PROBLEM STATEMENT:
The response should consist of every record, reproduced exactly.

(THE RECORDS Opens)

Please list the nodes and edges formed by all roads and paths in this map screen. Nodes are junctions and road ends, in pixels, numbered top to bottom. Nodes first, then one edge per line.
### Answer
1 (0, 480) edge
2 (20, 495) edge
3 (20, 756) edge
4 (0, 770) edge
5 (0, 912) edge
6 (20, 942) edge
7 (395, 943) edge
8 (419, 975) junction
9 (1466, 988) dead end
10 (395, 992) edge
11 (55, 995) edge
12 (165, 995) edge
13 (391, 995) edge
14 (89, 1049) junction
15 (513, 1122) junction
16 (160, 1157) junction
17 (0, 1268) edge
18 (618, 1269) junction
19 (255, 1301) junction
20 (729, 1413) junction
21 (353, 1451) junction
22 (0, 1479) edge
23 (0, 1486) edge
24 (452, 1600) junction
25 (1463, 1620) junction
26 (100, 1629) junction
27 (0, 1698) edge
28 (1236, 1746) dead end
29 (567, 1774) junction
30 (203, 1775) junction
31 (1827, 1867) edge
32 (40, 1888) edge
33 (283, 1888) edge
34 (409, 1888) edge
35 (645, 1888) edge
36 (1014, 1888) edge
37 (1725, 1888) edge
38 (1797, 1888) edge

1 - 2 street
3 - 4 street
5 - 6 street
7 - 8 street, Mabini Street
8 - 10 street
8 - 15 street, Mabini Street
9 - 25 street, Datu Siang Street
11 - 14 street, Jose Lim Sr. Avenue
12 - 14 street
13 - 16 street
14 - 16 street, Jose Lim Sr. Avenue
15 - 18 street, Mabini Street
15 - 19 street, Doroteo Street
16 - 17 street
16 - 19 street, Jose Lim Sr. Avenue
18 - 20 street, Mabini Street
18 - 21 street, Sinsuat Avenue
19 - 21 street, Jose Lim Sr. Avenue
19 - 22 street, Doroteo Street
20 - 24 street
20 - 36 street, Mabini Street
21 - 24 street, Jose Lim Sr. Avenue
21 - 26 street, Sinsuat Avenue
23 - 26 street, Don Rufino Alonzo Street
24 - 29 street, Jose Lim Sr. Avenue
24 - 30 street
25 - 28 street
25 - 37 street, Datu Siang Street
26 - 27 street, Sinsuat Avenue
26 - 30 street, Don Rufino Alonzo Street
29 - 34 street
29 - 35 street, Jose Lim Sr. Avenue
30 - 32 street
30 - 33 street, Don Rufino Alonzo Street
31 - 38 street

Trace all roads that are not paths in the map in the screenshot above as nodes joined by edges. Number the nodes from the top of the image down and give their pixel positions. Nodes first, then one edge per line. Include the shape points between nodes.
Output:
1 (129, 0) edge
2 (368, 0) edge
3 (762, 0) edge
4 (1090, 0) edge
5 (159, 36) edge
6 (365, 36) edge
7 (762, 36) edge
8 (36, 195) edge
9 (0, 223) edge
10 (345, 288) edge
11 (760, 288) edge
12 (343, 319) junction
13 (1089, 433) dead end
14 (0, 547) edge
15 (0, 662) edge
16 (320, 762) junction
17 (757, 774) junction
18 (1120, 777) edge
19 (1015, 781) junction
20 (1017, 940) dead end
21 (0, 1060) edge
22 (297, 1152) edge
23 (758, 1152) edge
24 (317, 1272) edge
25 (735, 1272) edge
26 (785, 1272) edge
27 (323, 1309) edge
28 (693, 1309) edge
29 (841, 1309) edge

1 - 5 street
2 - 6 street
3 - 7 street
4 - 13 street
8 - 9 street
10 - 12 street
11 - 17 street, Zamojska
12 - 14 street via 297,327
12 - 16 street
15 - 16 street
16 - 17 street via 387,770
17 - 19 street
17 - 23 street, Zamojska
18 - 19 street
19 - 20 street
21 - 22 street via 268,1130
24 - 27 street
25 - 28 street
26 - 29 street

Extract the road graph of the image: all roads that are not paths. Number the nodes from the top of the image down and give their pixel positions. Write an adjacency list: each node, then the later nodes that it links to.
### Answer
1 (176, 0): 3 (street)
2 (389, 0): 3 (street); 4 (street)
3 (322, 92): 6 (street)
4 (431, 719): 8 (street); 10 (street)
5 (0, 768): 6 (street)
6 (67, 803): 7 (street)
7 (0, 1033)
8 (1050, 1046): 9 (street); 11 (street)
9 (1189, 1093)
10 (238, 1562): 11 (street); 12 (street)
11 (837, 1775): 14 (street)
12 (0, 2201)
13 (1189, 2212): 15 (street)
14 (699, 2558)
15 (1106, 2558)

(THE RECORDS Closes)

EXERCISE RESPONSE:
Please list the nodes and edges formed by all roads and paths in this map screen. Nodes are junctions and road ends, in pixels, numbered top to bottom. Nodes first, then one edge per line.
### Answer
1 (0, 480) edge
2 (20, 495) edge
3 (20, 756) edge
4 (0, 770) edge
5 (0, 912) edge
6 (20, 942) edge
7 (395, 943) edge
8 (419, 975) junction
9 (1466, 988) dead end
10 (395, 992) edge
11 (55, 995) edge
12 (165, 995) edge
13 (391, 995) edge
14 (89, 1049) junction
15 (513, 1122) junction
16 (160, 1157) junction
17 (0, 1268) edge
18 (618, 1269) junction
19 (255, 1301) junction
20 (729, 1413) junction
21 (353, 1451) junction
22 (0, 1479) edge
23 (0, 1486) edge
24 (452, 1600) junction
25 (1463, 1620) junction
26 (100, 1629) junction
27 (0, 1698) edge
28 (1236, 1746) dead end
29 (567, 1774) junction
30 (203, 1775) junction
31 (1827, 1867) edge
32 (40, 1888) edge
33 (283, 1888) edge
34 (409, 1888) edge
35 (645, 1888) edge
36 (1014, 1888) edge
37 (1725, 1888) edge
38 (1797, 1888) edge

1 - 2 street
3 - 4 street
5 - 6 street
7 - 8 street, Mabini Street
8 - 10 street
8 - 15 street, Mabini Street
9 - 25 street, Datu Siang Street
11 - 14 street, Jose Lim Sr. Avenue
12 - 14 street
13 - 16 street
14 - 16 street, Jose Lim Sr. Avenue
15 - 18 street, Mabini Street
15 - 19 street, Doroteo Street
16 - 17 street
16 - 19 street, Jose Lim Sr. Avenue
18 - 20 street, Mabini Street
18 - 21 street, Sinsuat Avenue
19 - 21 street, Jose Lim Sr. Avenue
19 - 22 street, Doroteo Street
20 - 24 street
20 - 36 street, Mabini Street
21 - 24 street, Jose Lim Sr. Avenue
21 - 26 street, Sinsuat Avenue
23 - 26 street, Don Rufino Alonzo Street
24 - 29 street, Jose Lim Sr. Avenue
24 - 30 street
25 - 28 street
25 - 37 street, Datu Siang Street
26 - 27 street, Sinsuat Avenue
26 - 30 street, Don Rufino Alonzo Street
29 - 34 street
29 - 35 street, Jose Lim Sr. Avenue
30 - 32 street
30 - 33 street, Don Rufino Alonzo Street
31 - 38 street

Trace all roads that are not paths in the map in the screenshot above as nodes joined by edges. Number the nodes from the top of the image down and give their pixel positions. Nodes first, then one edge per line. Include the shape points between nodes.
Output:
1 (129, 0) edge
2 (368, 0) edge
3 (762, 0) edge
4 (1090, 0) edge
5 (159, 36) edge
6 (365, 36) edge
7 (762, 36) edge
8 (36, 195) edge
9 (0, 223) edge
10 (345, 288) edge
11 (760, 288) edge
12 (343, 319) junction
13 (1089, 433) dead end
14 (0, 547) edge
15 (0, 662) edge
16 (320, 762) junction
17 (757, 774) junction
18 (1120, 777) edge
19 (1015, 781) junction
20 (1017, 940) dead end
21 (0, 1060) edge
22 (297, 1152) edge
23 (758, 1152) edge
24 (317, 1272) edge
25 (735, 1272) edge
26 (785, 1272) edge
27 (323, 1309) edge
28 (693, 1309) edge
29 (841, 1309) edge

1 - 5 street
2 - 6 street
3 - 7 street
4 - 13 street
8 - 9 street
10 - 12 street
11 - 17 street, Zamojska
12 - 14 street via 297,327
12 - 16 street
15 - 16 street
16 - 17 street via 387,770
17 - 19 street
17 - 23 street, Zamojska
18 - 19 street
19 - 20 street
21 - 22 street via 268,1130
24 - 27 street
25 - 28 street
26 - 29 street

Extract the road graph of the image: all roads that are not paths. Number the nodes from the top of the image down and give their pixel positions. Write an adjacency list: each node, then the later nodes that it links to.
### Answer
1 (176, 0): 3 (street)
2 (389, 0): 3 (street); 4 (street)
3 (322, 92): 6 (street)
4 (431, 719): 8 (street); 10 (street)
5 (0, 768): 6 (street)
6 (67, 803): 7 (street)
7 (0, 1033)
8 (1050, 1046): 9 (street); 11 (street)
9 (1189, 1093)
10 (238, 1562): 11 (street); 12 (street)
11 (837, 1775): 14 (street)
12 (0, 2201)
13 (1189, 2212): 15 (street)
14 (699, 2558)
15 (1106, 2558)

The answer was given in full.